BEGIN Exercise material

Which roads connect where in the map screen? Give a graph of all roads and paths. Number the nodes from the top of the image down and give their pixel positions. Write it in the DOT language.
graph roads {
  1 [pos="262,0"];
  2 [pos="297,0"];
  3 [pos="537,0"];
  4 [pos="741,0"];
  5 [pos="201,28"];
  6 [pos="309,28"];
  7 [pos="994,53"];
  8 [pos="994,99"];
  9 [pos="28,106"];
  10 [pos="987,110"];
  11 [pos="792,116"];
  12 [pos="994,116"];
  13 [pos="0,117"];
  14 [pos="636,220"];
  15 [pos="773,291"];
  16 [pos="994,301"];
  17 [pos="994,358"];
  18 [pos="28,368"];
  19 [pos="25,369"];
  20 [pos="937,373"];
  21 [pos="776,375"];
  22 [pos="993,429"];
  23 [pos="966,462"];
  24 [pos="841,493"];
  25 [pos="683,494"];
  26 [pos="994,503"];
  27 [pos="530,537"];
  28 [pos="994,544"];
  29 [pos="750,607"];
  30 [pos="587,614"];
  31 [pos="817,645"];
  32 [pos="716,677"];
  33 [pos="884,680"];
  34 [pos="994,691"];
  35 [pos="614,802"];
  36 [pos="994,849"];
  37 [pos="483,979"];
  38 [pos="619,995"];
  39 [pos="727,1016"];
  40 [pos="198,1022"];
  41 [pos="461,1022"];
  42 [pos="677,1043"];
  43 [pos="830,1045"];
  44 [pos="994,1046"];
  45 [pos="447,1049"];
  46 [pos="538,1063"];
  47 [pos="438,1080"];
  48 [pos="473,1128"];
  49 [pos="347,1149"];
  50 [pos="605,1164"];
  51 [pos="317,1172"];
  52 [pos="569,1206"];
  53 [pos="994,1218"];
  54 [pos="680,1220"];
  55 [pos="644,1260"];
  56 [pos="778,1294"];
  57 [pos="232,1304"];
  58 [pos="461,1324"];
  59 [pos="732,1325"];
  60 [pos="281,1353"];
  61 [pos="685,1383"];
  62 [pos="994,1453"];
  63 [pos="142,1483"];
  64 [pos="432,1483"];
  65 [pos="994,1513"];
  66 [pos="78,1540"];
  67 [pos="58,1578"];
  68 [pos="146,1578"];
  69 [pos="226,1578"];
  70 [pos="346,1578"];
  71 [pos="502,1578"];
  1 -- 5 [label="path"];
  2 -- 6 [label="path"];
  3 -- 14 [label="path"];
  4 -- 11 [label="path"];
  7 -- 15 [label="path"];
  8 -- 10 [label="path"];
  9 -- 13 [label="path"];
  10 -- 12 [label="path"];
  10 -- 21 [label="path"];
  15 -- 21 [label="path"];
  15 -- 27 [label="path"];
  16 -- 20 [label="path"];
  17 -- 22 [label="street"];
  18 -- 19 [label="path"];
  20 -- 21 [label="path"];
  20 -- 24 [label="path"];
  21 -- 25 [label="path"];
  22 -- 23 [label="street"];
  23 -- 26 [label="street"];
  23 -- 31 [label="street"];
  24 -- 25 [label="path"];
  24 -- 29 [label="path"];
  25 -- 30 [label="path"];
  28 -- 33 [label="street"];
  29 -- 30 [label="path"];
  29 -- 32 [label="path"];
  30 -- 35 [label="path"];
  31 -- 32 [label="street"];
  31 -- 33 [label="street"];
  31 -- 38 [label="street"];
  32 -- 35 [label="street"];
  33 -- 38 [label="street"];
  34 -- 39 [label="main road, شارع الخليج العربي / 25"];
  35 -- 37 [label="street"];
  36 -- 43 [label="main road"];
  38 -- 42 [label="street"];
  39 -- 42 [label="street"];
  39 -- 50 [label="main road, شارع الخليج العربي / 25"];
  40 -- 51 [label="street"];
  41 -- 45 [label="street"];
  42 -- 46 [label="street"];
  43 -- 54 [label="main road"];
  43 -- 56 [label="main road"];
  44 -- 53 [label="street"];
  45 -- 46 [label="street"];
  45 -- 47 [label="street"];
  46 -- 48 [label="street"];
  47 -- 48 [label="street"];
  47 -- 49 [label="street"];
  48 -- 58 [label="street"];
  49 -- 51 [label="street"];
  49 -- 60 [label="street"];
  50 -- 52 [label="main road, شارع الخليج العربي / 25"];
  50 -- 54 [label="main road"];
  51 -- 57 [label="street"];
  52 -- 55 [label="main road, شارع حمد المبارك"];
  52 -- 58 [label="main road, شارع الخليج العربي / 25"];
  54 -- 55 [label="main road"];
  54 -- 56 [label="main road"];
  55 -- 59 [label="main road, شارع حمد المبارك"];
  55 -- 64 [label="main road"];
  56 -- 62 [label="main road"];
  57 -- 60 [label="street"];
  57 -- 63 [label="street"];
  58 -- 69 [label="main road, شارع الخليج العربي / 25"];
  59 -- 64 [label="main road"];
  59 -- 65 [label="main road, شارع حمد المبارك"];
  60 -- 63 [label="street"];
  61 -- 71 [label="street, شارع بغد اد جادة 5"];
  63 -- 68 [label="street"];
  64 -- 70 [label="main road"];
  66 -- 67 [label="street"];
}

END Exercise material

Pull out every line above that holds the word "العربي".

  34 -- 39 [label="main road, شارع الخليج العربي / 25"];
  39 -- 50 [label="main road, شارع الخليج العربي / 25"];
  50 -- 52 [label="main road, شارع الخليج العربي / 25"];
  52 -- 58 [label="main road, شارع الخليج العربي / 25"];
  58 -- 69 [label="main road, شارع الخليج العربي / 25"];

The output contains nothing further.